Ransomware encrypted your files — what to do when Bitcoin demand appears
Ransomware encrypts files and demands Bitcoin. Don't pay. Disconnect, identify the strain, then use decryptors or restore from backup.
Quick answer (for advanced users)
Disconnect the machine from all networks immediately. Identify the ransomware strain via the ransom note filename and extension. Check NoMoreRansom for a free decryptor. If no decryptor exists, restore from a clean backup. Never pay — it funds crime and only ~50% of victims get data back, per FBI stats.
What's actually happening here
You clicked a phishing link, opened a malicious macro in a Word doc, or ran a cracked app that dropped a file-encrypting payload. That payload — a ransomware binary — uses strong symmetric encryption (usually AES-256) to lock your files, then encrypts the key with the attacker's RSA-2048 public key. So you can't brute-force it. The Bitcoin demand is the extortion step: you pay, they (maybe) send the private key to decrypt your files. Most strains also delete shadow copies and disable system restore to block easy recovery. This isn't a virus that damages hardware — it's purely a data hostage situation. The trigger is almost always user action: a booby-trapped email attachment (fake invoice, shipping notice) or a drive-by download from a compromised site.
Step-by-step fix
- Disconnect everything — unplug Ethernet, turn off Wi-Fi, physically pull the cable. Don't shut down normally (some strains encrypt more on shutdown). Just pull power if needed. This stops the ransomware from encrypting network shares or spreading laterally.

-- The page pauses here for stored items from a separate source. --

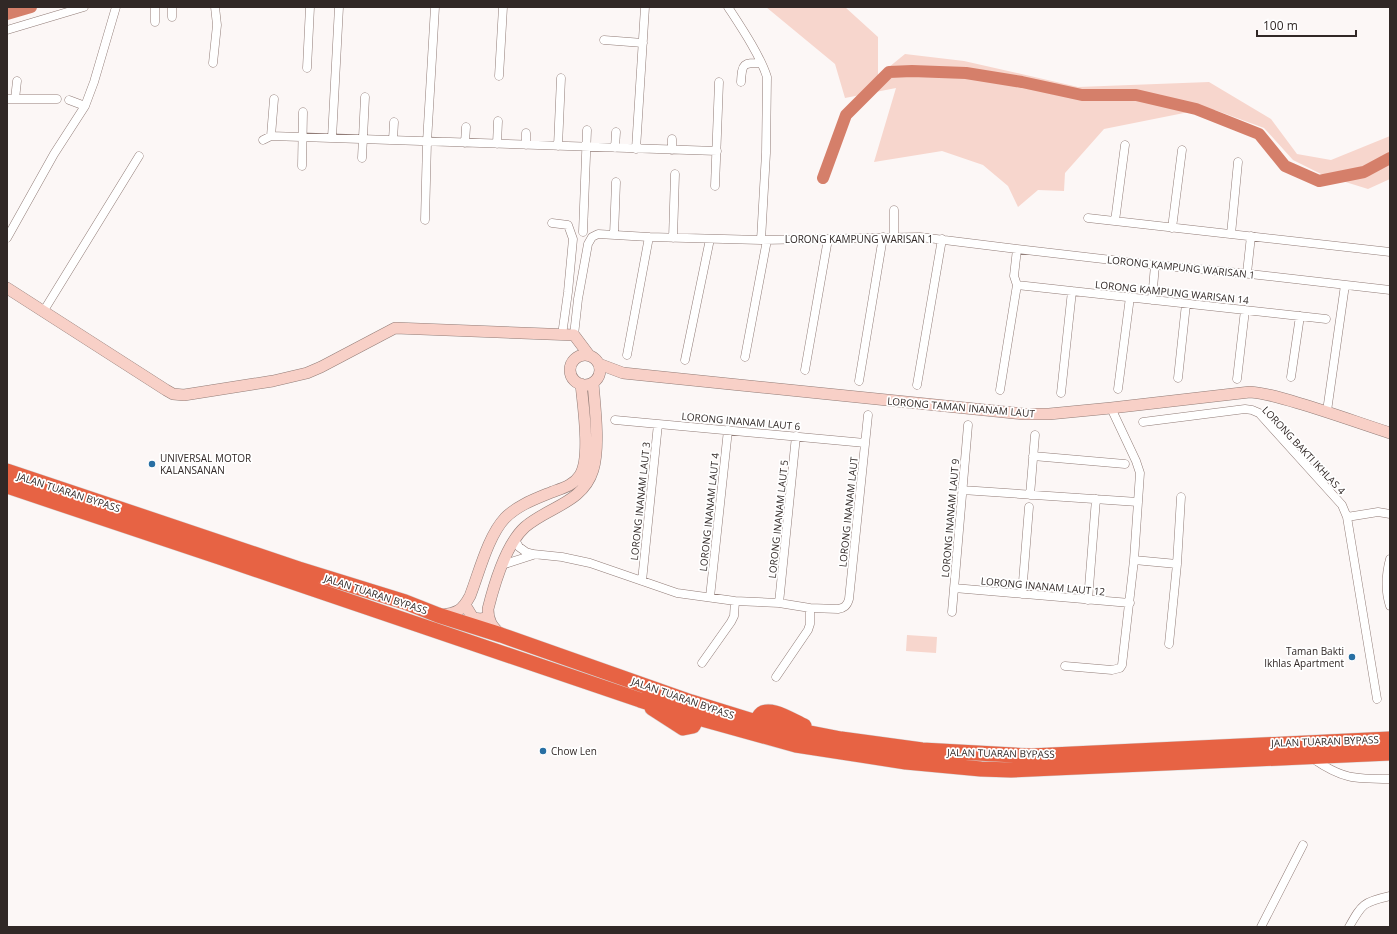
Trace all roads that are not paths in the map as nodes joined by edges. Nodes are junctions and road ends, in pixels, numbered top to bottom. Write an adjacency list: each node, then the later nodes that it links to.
1 (84, 7): 14 (street)
2 (116, 7): 30 (street)
3 (155, 7): 13 (street)
4 (172, 7): 12 (street)
5 (215, 7): 18 (street)
6 (310, 7): 19 (street)
7 (339, 7): 40 (street)
8 (435, 7): 45 (street)
9 (503, 7): 20 (street)
10 (645, 7): 16 (street)
11 (728, 7): 17 (street)
12 (172, 17)
13 (155, 22)
14 (7, 30)
15 (604, 40): 16 (street)
16 (643, 43): 53 (street)
17 (761, 63): 24 (street); 82 (street)
18 (213, 64)
19 (307, 68)
20 (499, 76)
21 (561, 78): 50 (street)
22 (17, 81): 26 (street)
23 (719, 82): 56 (street)
24 (741, 82)
25 (365, 97): 43 (street)
26 (11, 99): 27 (street)
27 (57, 99)
28 (274, 99): 38 (street)
29 (69, 100): 30 (street)
30 (85, 106): 77 (street)
31 (303, 112): 39 (street)
32 (498, 120): 47 (street)
33 (394, 122): 44 (street)
34 (466, 127): 46 (street)
35 (587, 130): 51 (street)
36 (616, 132): 52 (street)
37 (526, 134): 48 (street)
38 (271, 136): 39 (street); 42 (street)
39 (302, 138): 40 (street); 60 (street)
40 (332, 138): 43 (street)
41 (672, 139): 54 (street)
42 (263, 140)
43 (363, 140): 44 (street); 58 (street)
44 (393, 140): 45 (street)
45 (427, 142): 46 (street); 66 (street)
46 (465, 143): 47 (street)
47 (497, 144): 48 (street)
48 (526, 145): 50 (street)
49 (1125, 145): 67 (street)
50 (558, 146): 51 (street)
51 (587, 147): 52 (street); 70 (street)
52 (615, 148): 53 (street)
53 (636, 149): 54 (street)
54 (672, 150): 56 (street)
55 (1182, 150): 69 (street)
56 (717, 151): 63 (street)
57 (139, 156): 96 (street)
58 (362, 158)
59 (1238, 162): 71 (street)
60 (302, 166)
61 (676, 174): 78 (street)
62 (616, 182): 72 (street)
63 (715, 186)
64 (894, 210): 76 (street)
65 (1088, 218): 67 (street)
66 (425, 220)
67 (1115, 221): 69 (street)
68 (552, 223): 99 (street)
69 (1172, 228): 71 (street)
70 (583, 232)
71 (1231, 234): 73 (street)
72 (614, 236): 74 (street, LORONG KAMPUNG WARISAN 1); 100 (street, LORONG KAMPUNG WARISAN 1)
73 (1251, 236): 84 (street); 86 (street)
74 (649, 237): 78 (street, LORONG KAMPUNG WARISAN 1); 101 (street)
75 (883, 237): 76 (street, LORONG KAMPUNG WARISAN 1); 80 (street, LORONG KAMPUNG WARISAN 1); 112 (street)
76 (894, 237): 81 (street, LORONG KAMPUNG WARISAN 1)
77 (7, 238)
78 (673, 238): 79 (street, LORONG KAMPUNG WARISAN 1)
79 (710, 239): 82 (street, LORONG KAMPUNG WARISAN 1); 104 (street)
80 (828, 239): 82 (street, LORONG KAMPUNG WARISAN 1); 106 (street)
81 (942, 239): 83 (street, LORONG KAMPUNG WARISAN 1); 113 (street)
82 (764, 240): 103 (street)
83 (1017, 249): 85 (street, LORONG KAMPUNG WARISAN 1); 87 (street)
84 (1390, 252)
85 (1155, 265): 86 (street, LORONG KAMPUNG WARISAN 1); 93 (street)
86 (1246, 273): 88 (street, LORONG KAMPUNG WARISAN 1)
87 (1017, 285): 91 (street, LORONG KAMPUNG WARISAN 14); 114 (street)
88 (1345, 285): 90 (street, LORONG KAMPUNG WARISAN 1); 118 (street)
89 (7, 288): 96 (main road)
90 (1390, 290)
91 (1072, 291): 92 (street, LORONG KAMPUNG WARISAN 14); 116 (street)
92 (1130, 297): 93 (street, LORONG KAMPUNG WARISAN 14); 115 (street)
93 (1152, 300): 94 (street, LORONG KAMPUNG WARISAN 14)
94 (1186, 304): 95 (street, LORONG KAMPUNG WARISAN 14); 109 (street)
95 (1245, 310): 97 (street, LORONG KAMPUNG WARISAN 14); 110 (street)
96 (43, 312): 99 (main road)
97 (1300, 316): 98 (street, LORONG KAMPUNG WARISAN 14); 108 (street)
98 (1326, 319)
99 (562, 335): 100 (main road)
100 (574, 335): 102 (main road, LORONG KAMPUNG WARISAN 1)
101 (627, 355)
102 (583, 356): 105 (main road); 111 (main road)
103 (745, 357)
104 (685, 360)
105 (599, 364): 107 (main road, LORONG TAMAN INANAM LAUT); 111 (main road)
106 (805, 370)
107 (623, 373): 111 (main road); 117 (main road, LORONG TAMAN INANAM LAUT)
108 (1291, 377)
109 (1178, 378)
110 (1237, 379)
111 (591, 381): 141 (main road); 155 (main road)
112 (859, 381)
113 (917, 385)
114 (1000, 390)
115 (1118, 390)
116 (1061, 393)
117 (1111, 408): 118 (main road, LORONG TAMAN INANAM LAUT); 137 (street)
118 (1327, 411): 125 (main road, LORONG TAMAN INANAM LAUT)
119 (868, 415): 128 (street, LORONG INANAM LAUT)
120 (615, 420): 122 (street, LORONG INANAM LAUT 6)
121 (1142, 422): 140 (street, LORONG BAKTI IKHLAS 4)
122 (658, 424): 124 (street, LORONG INANAM LAUT 6); 147 (street, LORONG INANAM LAUT 3)
123 (968, 425): 133 (street, LORONG INANAM LAUT 9)
124 (728, 430): 126 (street, LORONG INANAM LAUT 6); 150 (street, LORONG INANAM LAUT 4)
125 (1390, 433)
126 (796, 436): 128 (street, LORONG INANAM LAUT 6); 153 (street, LORONG INANAM LAUT 5)
127 (1034, 436): 129 (street)
128 (865, 443): 157 (street, LORONG INANAM LAUT)
129 (1033, 456): 130 (street); 134 (street)
130 (1125, 464)
131 (7, 471): 159 (highway, JALAN TUARAN BYPASS)
132 (7, 486): 168 (highway, JALAN TUARAN BYPASS)
133 (962, 490): 134 (street); 148 (street, LORONG INANAM LAUT 9)
134 (1030, 495): 136 (street)
135 (1182, 497): 145 (street)
136 (1096, 499): 137 (street); 151 (street)
137 (1138, 502): 144 (street)
138 (1029, 507): 149 (street)
139 (1390, 514): 140 (street)
140 (1347, 517): 166 (street)
141 (515, 540): 142 (street); 146 (main road)
142 (533, 554): 146 (street); 147 (street)
143 (1390, 559): 156 (street)
144 (1134, 560): 145 (street); 154 (street)
145 (1177, 564): 162 (street)
146 (502, 565): 160 (main road)
147 (642, 580): 150 (street)
148 (954, 588): 149 (street, LORONG INANAM LAUT 12); 158 (street, LORONG INANAM LAUT 9)
149 (1022, 594): 151 (street, LORONG INANAM LAUT 12)
150 (710, 597): 152 (street)
151 (1088, 600): 154 (street, LORONG INANAM LAUT 12)
152 (735, 601): 153 (street); 163 (street)
153 (779, 603): 157 (street)
154 (1130, 604): 164 (street)
155 (465, 605): 159 (main road); 160 (main road)
156 (1390, 606)
157 (810, 608): 165 (street)
158 (952, 612)
159 (438, 615): 161 (highway, JALAN TUARAN BYPASS)
160 (488, 617): 161 (main road)
161 (501, 635): 167 (highway, JALAN TUARAN BYPASS)
162 (1169, 644)
163 (702, 663)
164 (1065, 666)
165 (776, 677)
166 (1376, 699)
167 (691, 702): 168 (highway); 169 (highway, JALAN TUARAN BYPASS)
168 (695, 718): 171 (highway, JALAN TUARAN BYPASS)
169 (759, 723): 170 (highway, JALAN TUARAN BYPASS); 171 (highway, JALAN TUARAN BYPASS)
170 (1390, 739)
171 (796, 745): 173 (highway, JALAN TUARAN BYPASS)
172 (1390, 753): 173 (highway, JALAN TUARAN BYPASS)
173 (1310, 757): 174 (street)
174 (1390, 779)
175 (1303, 845): 177 (street)
176 (1390, 896): 178 (street)
177 (1261, 927)
178 (1349, 927)

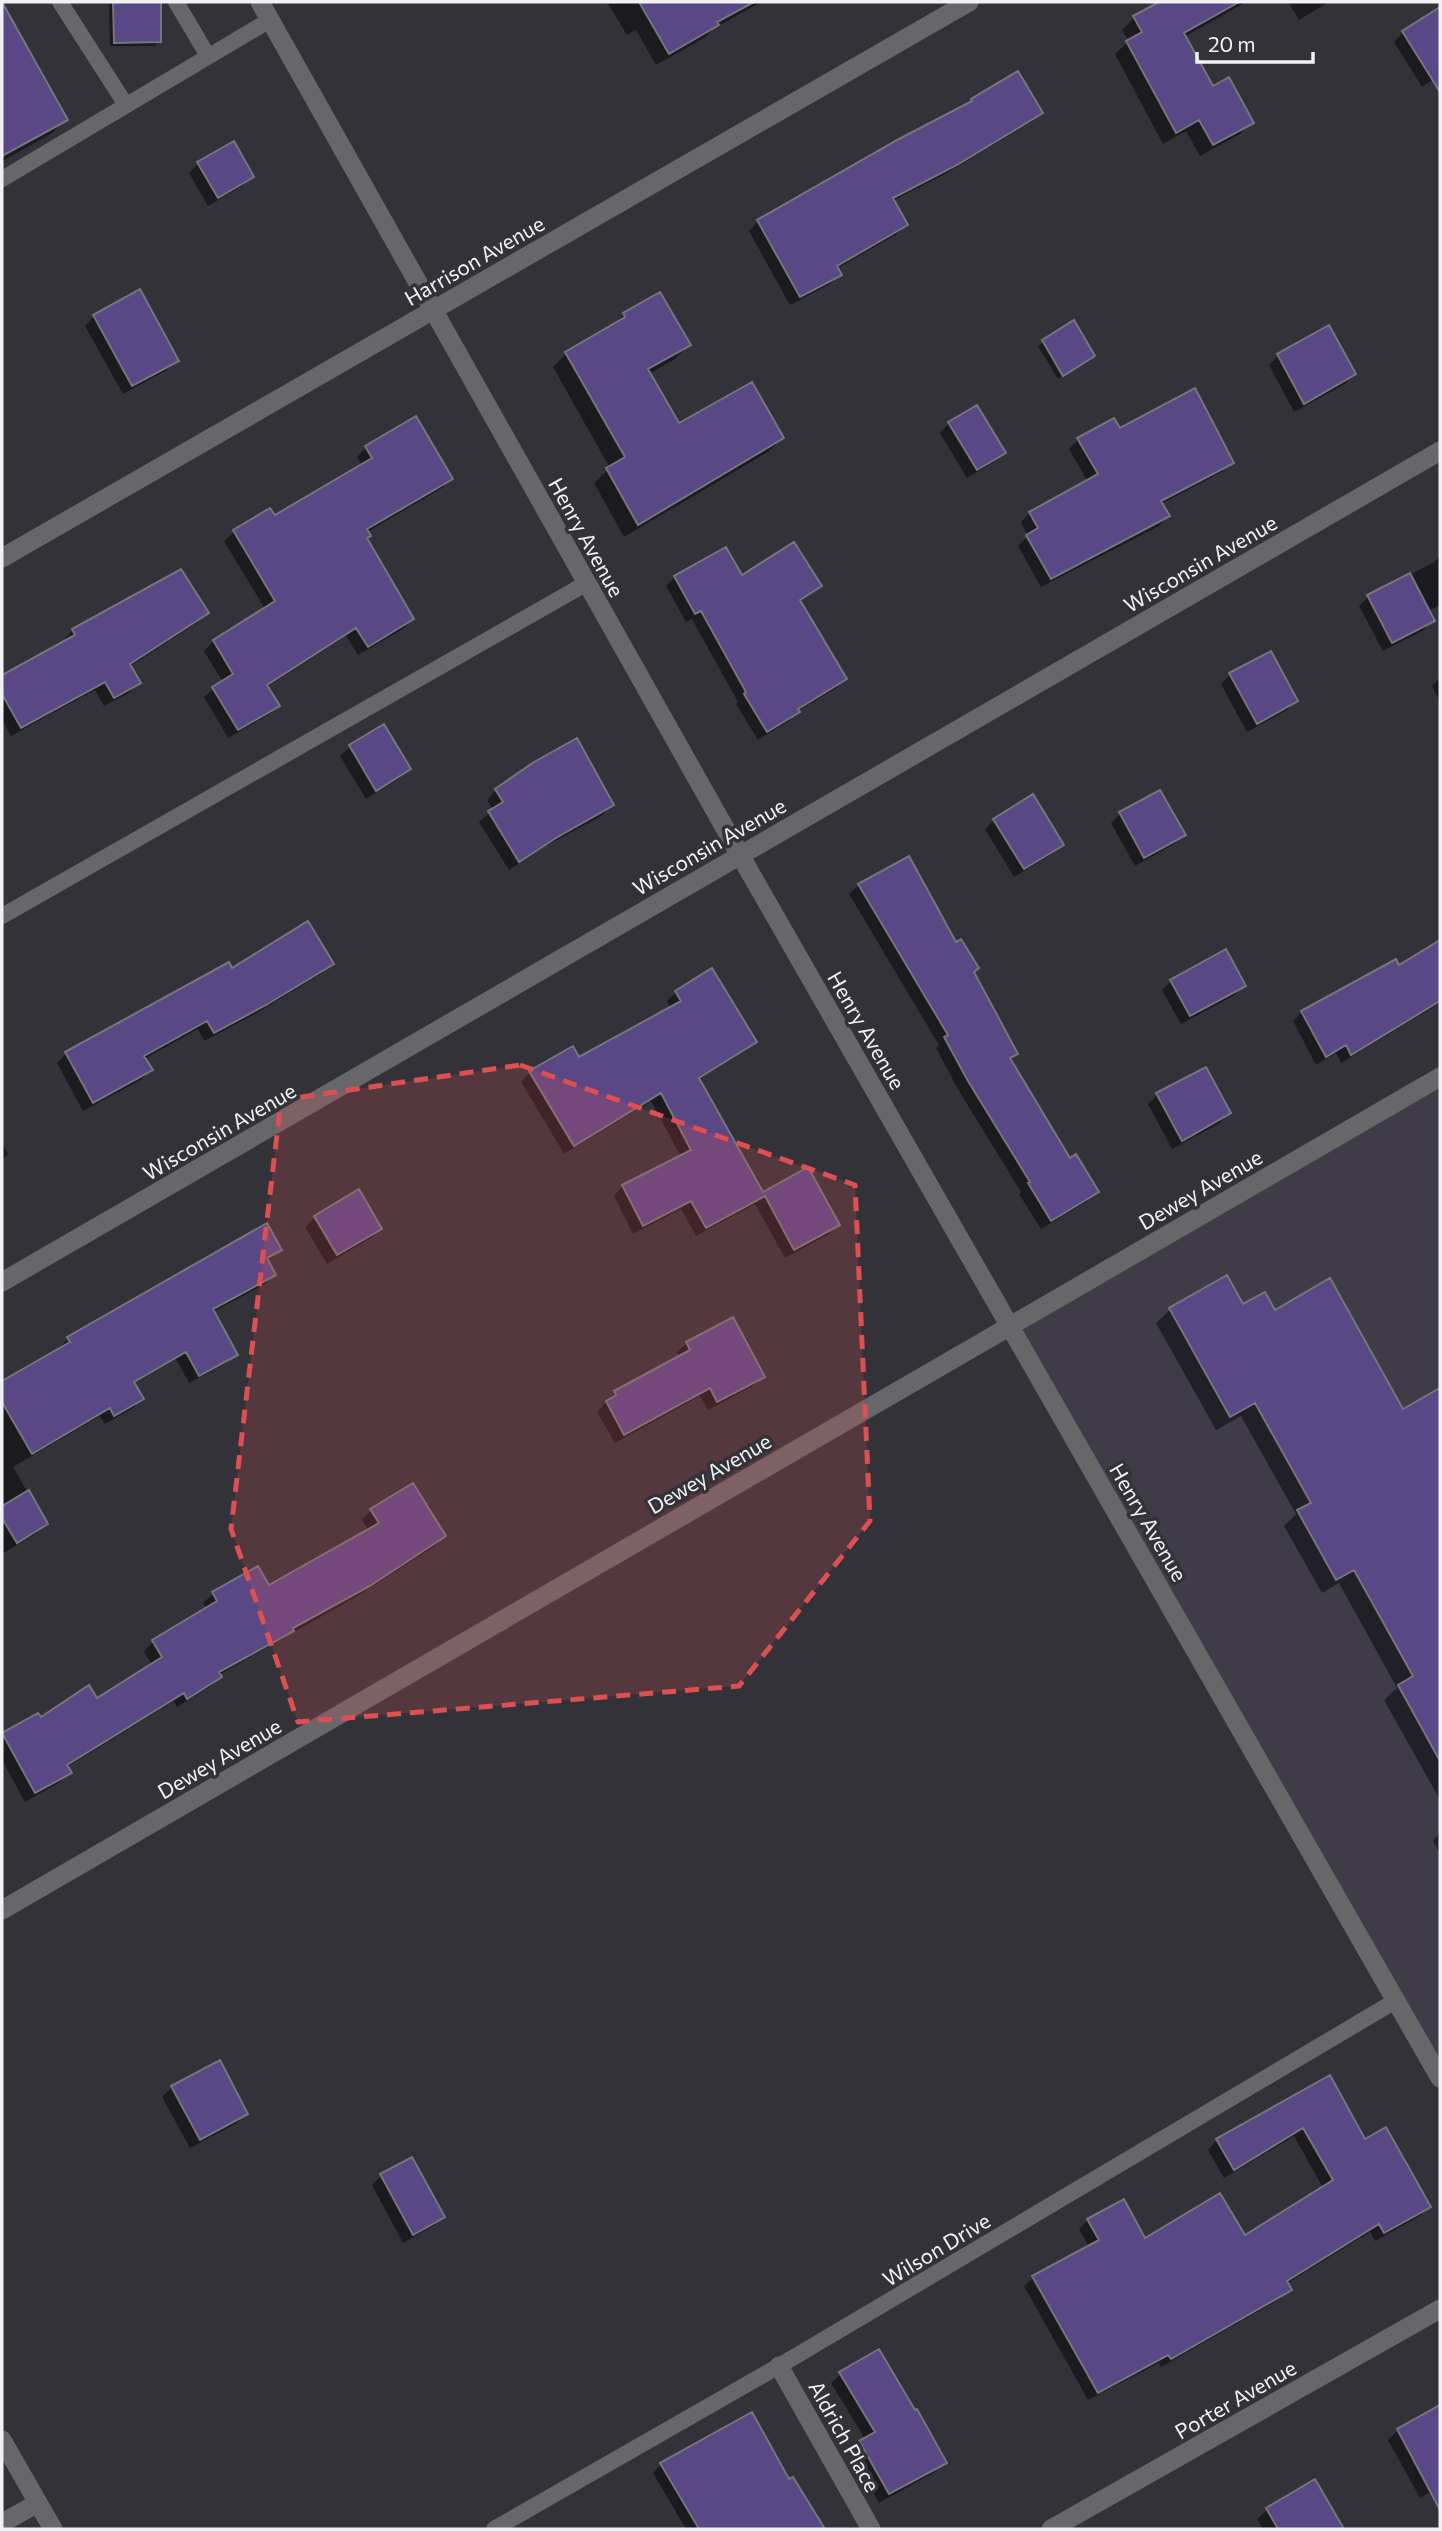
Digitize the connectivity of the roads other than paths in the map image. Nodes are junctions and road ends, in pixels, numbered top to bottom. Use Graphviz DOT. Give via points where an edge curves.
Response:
graph roads {
  1 [pos="60,2"];
  2 [pos="176,2"];
  3 [pos="260,2"];
  4 [pos="969,2"];
  5 [pos="270,20"];
  6 [pos="208,56"];
  7 [pos="126,105"];
  8 [pos="2,179"];
  9 [pos="433,309"];
  10 [pos="1440,451"];
  11 [pos="2,558"];
  12 [pos="587,583"];
  13 [pos="740,855"];
  14 [pos="2,916"];
  15 [pos="1440,1077"];
  16 [pos="2,1282"];
  17 [pos="1009,1325"];
  18 [pos="2,1910"];
  19 [pos="1397,2000"];
  20 [pos="1440,2078"];
  21 [pos="1440,2309"];
  22 [pos="779,2366"];
  23 [pos="2,2440"];
  24 [pos="38,2503"];
  25 [pos="2,2523"];
  26 [pos="53,2529"];
  27 [pos="494,2529"];
  28 [pos="871,2529"];
  29 [pos="1051,2529"];
  1 -- 7 [label="lane"];
  2 -- 6 [label="lane"];
  3 -- 5 [label="street, Henry Avenue"];
  4 -- 9 [label="street, Harrison Avenue"];
  5 -- 6 [label="lane"];
  5 -- 9 [label="street, Henry Avenue"];
  6 -- 7 [label="lane"];
  7 -- 8 [label="lane"];
  9 -- 11 [label="street, Harrison Avenue"];
  9 -- 12 [label="street, Henry Avenue"];
  10 -- 13 [label="street, Wisconsin Avenue"];
  12 -- 13 [label="street, Henry Avenue"];
  12 -- 14 [label="lane"];
  13 -- 16 [label="street, Wisconsin Avenue"];
  13 -- 17 [label="street, Henry Avenue"];
  15 -- 17 [label="street, Dewey Avenue"];
  17 -- 18 [label="street, Dewey Avenue"];
  17 -- 19 [label="street, Henry Avenue"];
  19 -- 20 [label="street, Henry Avenue"];
  19 -- 22 [label="lane, Wilson Drive"];
  21 -- 29 [label="street, Porter Avenue"];
  22 -- 27 [label="lane, Wilson Drive"];
  22 -- 28 [label="street, Aldrich Place"];
  23 -- 24 [label="street"];
  24 -- 25 [label="street"];
  24 -- 26 [label="street"];
}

- Identify the ransomware strain — look at the ransom note name (
README.txt,DECRYPT_INSTRUCTIONS.html,HOW_TO_RECOVER.txt) and the extension added to your files (e.g.,.encrypted,.locked,.crypt,.zepto). Common strains: Locky adds.lock, CryptoLocker adds.encrypted, Ryuk renames files completely. Google the exact note text or extension — you'll find strain-specific forums. - Check for a free decryptor — go to NoMoreRansom.org. It's a project by Europol, Kaspersky, and McAfee. Enter the extension or note text. If your strain is there (like CoinVault, CryptXXX, or TeslaCrypt), download the tool, run it on an offline, isolated machine with a copy of your encrypted files. It'll attempt to recover the key. Not all strains have decryptors — older ones do, newer ones (like Ryuk or Sodinokibi) usually don't.
- Restore from backup — this is the real fix. If you have a backup on an external drive or cloud (that wasn't connected during the attack), disconnect the infected drive, boot from a live Linux USB (like Ubuntu), mount your backup, and copy files back. For cloud backups like Backblaze or OneDrive, restore from the web interface. If your backup was connected when ransomware hit, it's probably encrypted too — learn that lesson.
- If no backup and no decryptor: don't pay — paying encourages more attacks. Only about 50% of victims actually get decryption keys. Report the incident to local law enforcement (FBI IC3 in the US, Action Fraud in UK) — they sometimes have keys from seized servers. Then wipe the drive and reinstall OS. You lost the data. It hurts, but it's safer.
Alternative fixes if the main one fails
If NoMoreRansom has no entry for your strain, try ID Ransomware (submit a sample file or note screenshot). It's a community database that updates faster. Also check BleepingComputer's ransomware forum — researchers sometimes post custom decryptors for newer strains. For very old strains (pre-2016), you can sometimes brute-force the encryption key if it used weak random number generation (like TeslaCrypt v1). That's advanced and requires a hex editor and knowledge of crypto primitives — not for beginners.
Another alternative: use Volume Shadow Copy Service (VSS) if not disabled. On the infected machine, open Command Prompt as admin and type vssadmin list shadows. If any shadows exist, use vssadmin restore shadow /for=C: to revert files. Most modern ransomware (like Locky) deletes VSS explicitly, but older strains (like CryptoWall v1) sometimes miss it.
Prevention tip
The only reliable defense is the 3-2-1 backup rule: three copies of your data, on two different media types, with one copy offsite (cold storage — unplugged USB drive or cloud). Ransomware can't encrypt what it can't reach. Also, disable macros in Office by default (File > Options > Trust Center > Macro Settings > Disable all macros with notification). Block script execution in email attachments via Group Policy (for Windows Pro/Enterprise). And use a DNS filter like Quad9 (9.9.9.9) or NextDNS to block known ransomware C2 domains — blocks the payload before it connects home for the encryption key. No single tool stops every strain, but layered defense makes you a harder target, and attackers move on to easier victims.